Of those candidates examined to date in prostate cancer, prostate specific membrane antigen (PSMA) and choline seem the best, with PSMA PET considered superior to choline PET.58 However, comparing tracers and studies is difficult for a number of reasons, which include heterogeneity of cohorts, different reference standards used, some investigations using tracers combined with CT but others with MRI, and many studies lacking histological correlation of imaging findings.59 Although PSMA PET is being used widely and appears more accurate to others available,58 neither PSMA PET nor choline PET detects all metastatic lesions.58,60
The mode of diagnosis of prostate cancer is changing, with imaging increasingly establishing an important role in both diagnosis and staging. Prostate MRI has the potential to increase detection of clinically significant prostate cancers and, concurrently, also decrease identification of clinically insignificant low-risk prostate tumours, if biopsies are not performed on patients with normal MRI findings.
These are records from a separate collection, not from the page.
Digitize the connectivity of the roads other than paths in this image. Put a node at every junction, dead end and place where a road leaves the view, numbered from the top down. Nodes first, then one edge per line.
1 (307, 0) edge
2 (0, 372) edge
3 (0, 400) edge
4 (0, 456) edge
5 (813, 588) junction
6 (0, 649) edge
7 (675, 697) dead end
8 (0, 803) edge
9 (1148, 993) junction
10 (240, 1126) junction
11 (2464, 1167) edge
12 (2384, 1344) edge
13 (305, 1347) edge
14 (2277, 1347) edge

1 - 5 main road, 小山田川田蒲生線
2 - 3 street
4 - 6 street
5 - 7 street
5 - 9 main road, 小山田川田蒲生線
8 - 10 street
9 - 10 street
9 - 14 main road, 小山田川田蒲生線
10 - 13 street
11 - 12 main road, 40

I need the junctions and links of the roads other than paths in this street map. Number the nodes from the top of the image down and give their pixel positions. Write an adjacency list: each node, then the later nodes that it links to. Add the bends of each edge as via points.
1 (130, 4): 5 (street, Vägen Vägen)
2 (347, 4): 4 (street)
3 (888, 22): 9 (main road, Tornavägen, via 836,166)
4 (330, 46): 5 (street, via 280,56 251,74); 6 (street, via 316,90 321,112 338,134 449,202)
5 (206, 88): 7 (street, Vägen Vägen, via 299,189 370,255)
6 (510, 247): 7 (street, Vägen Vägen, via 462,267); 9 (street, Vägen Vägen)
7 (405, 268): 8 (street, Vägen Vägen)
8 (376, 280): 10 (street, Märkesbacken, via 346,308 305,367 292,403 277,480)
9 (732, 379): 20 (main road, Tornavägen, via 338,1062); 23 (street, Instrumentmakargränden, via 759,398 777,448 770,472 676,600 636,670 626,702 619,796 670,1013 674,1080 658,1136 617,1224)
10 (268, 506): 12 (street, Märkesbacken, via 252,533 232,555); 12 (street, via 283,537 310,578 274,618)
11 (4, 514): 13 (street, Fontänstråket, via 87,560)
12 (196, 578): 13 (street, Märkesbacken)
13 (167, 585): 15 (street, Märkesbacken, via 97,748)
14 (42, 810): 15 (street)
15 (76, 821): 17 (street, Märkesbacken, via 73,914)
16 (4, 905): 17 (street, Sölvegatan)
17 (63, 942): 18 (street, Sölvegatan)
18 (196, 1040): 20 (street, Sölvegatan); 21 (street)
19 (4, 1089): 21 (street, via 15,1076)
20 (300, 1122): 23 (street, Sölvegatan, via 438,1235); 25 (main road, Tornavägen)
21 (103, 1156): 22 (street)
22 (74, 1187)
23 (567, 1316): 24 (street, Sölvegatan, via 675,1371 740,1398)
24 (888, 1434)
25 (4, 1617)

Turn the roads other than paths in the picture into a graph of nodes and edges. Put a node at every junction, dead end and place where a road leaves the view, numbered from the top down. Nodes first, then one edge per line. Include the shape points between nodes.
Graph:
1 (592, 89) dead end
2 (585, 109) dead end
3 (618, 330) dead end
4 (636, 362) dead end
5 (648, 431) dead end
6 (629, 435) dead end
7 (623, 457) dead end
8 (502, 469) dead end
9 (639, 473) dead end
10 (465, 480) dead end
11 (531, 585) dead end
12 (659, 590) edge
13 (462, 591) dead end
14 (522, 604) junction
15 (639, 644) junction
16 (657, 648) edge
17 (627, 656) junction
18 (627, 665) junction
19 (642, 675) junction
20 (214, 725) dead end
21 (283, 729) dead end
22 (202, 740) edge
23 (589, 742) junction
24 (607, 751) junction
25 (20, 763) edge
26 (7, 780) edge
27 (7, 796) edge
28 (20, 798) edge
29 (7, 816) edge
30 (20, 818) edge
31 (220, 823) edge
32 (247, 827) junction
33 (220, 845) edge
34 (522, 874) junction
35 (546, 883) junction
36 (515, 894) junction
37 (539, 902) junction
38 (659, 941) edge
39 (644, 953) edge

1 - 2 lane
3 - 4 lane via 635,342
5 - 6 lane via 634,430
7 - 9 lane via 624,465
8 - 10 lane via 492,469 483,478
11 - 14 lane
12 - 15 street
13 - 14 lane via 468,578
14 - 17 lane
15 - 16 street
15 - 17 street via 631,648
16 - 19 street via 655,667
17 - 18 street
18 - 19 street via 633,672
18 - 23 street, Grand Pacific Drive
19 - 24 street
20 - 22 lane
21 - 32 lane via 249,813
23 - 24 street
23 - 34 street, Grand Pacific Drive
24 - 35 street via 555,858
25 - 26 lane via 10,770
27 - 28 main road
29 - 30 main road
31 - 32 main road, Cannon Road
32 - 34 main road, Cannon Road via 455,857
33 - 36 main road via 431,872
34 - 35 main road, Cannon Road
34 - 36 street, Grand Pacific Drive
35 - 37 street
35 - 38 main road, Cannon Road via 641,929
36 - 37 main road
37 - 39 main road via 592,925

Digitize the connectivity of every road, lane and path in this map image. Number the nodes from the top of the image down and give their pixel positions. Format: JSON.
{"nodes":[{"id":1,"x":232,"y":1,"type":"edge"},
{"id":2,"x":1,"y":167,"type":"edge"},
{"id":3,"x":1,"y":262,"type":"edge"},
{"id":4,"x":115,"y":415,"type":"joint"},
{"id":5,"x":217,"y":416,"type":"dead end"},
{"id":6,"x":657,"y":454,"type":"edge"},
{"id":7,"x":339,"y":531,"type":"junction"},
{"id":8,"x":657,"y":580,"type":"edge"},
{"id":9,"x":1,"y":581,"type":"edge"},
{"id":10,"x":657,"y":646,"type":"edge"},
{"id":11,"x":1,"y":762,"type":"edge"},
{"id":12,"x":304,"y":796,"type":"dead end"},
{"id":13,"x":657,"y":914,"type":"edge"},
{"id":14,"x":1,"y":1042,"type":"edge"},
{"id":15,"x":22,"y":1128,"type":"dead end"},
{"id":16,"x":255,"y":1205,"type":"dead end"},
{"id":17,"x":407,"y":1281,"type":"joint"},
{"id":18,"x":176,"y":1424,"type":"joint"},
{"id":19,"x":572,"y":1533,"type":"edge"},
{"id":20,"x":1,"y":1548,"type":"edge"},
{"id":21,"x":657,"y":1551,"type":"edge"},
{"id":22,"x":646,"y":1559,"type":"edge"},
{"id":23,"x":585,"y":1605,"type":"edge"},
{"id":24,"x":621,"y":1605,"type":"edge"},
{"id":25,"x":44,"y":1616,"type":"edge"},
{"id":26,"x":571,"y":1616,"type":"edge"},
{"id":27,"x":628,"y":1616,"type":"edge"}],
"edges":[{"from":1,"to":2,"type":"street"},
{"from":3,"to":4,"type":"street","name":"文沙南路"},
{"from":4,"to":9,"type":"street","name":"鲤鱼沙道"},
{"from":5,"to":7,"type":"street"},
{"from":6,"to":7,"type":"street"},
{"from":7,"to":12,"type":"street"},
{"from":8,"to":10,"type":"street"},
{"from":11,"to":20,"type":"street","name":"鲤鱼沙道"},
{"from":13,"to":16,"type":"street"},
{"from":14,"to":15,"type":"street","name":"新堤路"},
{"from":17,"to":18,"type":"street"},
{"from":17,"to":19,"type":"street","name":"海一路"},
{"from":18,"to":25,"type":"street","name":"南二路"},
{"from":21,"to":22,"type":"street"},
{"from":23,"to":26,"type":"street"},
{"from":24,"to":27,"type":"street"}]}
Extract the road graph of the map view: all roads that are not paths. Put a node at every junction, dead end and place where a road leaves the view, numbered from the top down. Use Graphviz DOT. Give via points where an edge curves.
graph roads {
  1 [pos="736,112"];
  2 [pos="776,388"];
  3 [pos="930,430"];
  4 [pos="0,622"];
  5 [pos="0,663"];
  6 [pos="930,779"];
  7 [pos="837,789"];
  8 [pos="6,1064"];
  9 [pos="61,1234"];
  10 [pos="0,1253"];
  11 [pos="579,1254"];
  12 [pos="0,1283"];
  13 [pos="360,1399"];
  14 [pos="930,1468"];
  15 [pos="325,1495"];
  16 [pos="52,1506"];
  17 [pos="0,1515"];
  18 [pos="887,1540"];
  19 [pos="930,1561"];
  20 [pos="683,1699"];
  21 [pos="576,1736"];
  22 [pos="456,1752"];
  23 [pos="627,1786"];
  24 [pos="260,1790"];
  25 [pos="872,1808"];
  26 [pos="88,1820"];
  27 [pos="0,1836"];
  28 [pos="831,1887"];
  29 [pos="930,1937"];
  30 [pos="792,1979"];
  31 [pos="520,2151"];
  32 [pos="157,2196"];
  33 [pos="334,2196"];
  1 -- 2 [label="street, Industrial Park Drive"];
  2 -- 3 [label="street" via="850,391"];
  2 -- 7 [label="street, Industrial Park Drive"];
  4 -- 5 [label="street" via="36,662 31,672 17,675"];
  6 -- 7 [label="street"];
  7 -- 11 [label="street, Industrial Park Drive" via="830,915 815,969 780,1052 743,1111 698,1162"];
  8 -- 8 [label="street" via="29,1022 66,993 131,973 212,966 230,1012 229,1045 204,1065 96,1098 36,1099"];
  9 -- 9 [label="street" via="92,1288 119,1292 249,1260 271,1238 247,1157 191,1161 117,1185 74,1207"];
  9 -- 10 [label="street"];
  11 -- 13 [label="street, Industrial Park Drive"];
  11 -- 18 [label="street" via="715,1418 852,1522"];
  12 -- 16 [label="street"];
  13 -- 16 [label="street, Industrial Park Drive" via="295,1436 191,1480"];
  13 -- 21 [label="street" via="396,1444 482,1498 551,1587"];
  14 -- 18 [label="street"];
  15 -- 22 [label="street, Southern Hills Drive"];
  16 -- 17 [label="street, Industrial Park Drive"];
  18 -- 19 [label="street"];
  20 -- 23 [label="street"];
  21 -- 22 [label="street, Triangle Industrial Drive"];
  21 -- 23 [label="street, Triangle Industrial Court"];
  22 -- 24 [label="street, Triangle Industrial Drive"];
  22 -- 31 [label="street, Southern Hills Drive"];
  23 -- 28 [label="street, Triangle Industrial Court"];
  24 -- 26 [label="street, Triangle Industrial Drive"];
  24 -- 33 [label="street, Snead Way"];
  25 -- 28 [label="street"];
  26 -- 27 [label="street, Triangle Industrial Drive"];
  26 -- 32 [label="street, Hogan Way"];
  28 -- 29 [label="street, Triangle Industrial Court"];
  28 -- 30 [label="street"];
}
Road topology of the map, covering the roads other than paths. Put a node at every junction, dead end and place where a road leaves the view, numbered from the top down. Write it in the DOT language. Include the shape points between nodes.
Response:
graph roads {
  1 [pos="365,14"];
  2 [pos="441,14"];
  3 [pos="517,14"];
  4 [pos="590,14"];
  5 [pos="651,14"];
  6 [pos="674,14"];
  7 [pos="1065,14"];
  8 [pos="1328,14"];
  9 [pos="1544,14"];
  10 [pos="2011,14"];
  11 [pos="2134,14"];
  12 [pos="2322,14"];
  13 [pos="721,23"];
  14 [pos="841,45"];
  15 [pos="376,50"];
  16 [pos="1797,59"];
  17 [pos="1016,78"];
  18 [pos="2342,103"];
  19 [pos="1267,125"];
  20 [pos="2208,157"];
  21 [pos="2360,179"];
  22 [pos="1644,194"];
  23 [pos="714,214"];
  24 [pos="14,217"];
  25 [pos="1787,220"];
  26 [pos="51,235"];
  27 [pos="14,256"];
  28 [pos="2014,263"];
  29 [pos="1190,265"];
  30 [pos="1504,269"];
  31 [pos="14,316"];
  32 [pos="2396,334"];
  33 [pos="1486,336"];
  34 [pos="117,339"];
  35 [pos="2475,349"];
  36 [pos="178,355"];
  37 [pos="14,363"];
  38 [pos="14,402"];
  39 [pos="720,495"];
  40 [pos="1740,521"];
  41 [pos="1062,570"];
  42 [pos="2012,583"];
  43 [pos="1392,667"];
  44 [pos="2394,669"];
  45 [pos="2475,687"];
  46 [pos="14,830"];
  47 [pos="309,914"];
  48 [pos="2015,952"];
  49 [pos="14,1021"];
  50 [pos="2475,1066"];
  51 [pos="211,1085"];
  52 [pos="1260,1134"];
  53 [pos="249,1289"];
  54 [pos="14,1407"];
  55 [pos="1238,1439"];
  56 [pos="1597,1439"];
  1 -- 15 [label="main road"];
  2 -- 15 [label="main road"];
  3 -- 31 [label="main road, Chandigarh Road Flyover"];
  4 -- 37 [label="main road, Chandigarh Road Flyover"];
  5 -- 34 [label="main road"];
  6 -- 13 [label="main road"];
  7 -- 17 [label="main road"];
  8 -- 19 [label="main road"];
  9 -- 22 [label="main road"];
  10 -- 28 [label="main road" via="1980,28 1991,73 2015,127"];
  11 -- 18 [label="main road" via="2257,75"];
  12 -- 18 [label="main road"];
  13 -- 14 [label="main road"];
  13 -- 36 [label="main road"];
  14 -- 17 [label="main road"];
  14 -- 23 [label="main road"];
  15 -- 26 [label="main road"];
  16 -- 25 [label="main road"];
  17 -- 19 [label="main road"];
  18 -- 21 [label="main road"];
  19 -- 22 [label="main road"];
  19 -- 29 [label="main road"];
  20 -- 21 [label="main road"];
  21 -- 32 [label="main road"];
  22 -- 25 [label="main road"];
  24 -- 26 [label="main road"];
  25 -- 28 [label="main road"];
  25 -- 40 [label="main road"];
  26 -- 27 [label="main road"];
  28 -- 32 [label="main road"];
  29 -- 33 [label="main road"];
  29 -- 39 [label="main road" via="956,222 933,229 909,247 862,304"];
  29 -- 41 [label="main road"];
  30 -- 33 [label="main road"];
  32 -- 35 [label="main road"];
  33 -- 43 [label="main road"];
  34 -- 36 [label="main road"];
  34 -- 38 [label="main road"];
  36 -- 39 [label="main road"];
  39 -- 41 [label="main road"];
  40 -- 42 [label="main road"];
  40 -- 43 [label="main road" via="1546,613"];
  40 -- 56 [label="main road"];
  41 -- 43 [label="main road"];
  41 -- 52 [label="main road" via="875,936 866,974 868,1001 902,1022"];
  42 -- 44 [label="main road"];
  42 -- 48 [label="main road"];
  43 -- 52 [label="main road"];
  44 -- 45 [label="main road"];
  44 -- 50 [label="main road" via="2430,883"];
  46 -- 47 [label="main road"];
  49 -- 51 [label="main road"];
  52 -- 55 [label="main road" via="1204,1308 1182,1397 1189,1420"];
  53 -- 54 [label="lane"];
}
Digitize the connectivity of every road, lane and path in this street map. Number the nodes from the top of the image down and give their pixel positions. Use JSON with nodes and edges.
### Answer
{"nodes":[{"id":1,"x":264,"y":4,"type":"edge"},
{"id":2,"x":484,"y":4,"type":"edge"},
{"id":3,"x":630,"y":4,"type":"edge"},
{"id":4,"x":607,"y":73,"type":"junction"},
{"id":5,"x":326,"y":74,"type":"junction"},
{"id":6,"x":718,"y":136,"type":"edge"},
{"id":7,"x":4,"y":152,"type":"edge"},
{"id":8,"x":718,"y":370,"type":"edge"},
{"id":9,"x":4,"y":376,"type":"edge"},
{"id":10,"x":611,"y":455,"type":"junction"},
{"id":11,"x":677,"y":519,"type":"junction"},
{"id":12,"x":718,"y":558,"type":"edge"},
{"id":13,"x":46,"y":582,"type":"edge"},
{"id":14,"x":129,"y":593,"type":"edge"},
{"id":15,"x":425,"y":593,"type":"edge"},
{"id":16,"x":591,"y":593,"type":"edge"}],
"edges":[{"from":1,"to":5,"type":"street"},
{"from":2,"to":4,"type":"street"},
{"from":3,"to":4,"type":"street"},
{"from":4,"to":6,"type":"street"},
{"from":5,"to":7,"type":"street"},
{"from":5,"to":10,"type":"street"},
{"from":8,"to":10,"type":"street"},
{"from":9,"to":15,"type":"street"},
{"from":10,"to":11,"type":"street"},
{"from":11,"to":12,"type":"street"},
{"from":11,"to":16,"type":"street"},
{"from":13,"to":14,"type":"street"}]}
However, MRI is expensive with investment in ever-improving hardware, post-processing software, together with upskilling of radiologists and urologists interpreting MRI images, requiring consideration in integrating MRI into the prostate cancer diagnostic algorithm. As a consequence, since the majority of men with an elevated PSA will not have prostate cancer detected with biopsies, the need for inexpensive and better triaging tests is more relevant than ever before, so that MRI can be reserved for those with a high risk of malignancy warranting treatment. However, the combination of triaging tests and imaging will increasingly aid urologists in their decision to pursue a diagnosis. Despite these advances, the most important decision remains: “Will the patient in front of me benefit from diagnosis and treatment?” A reflection back to the Hippocratic oath of ‘first do no harm’ can often aid in this decision.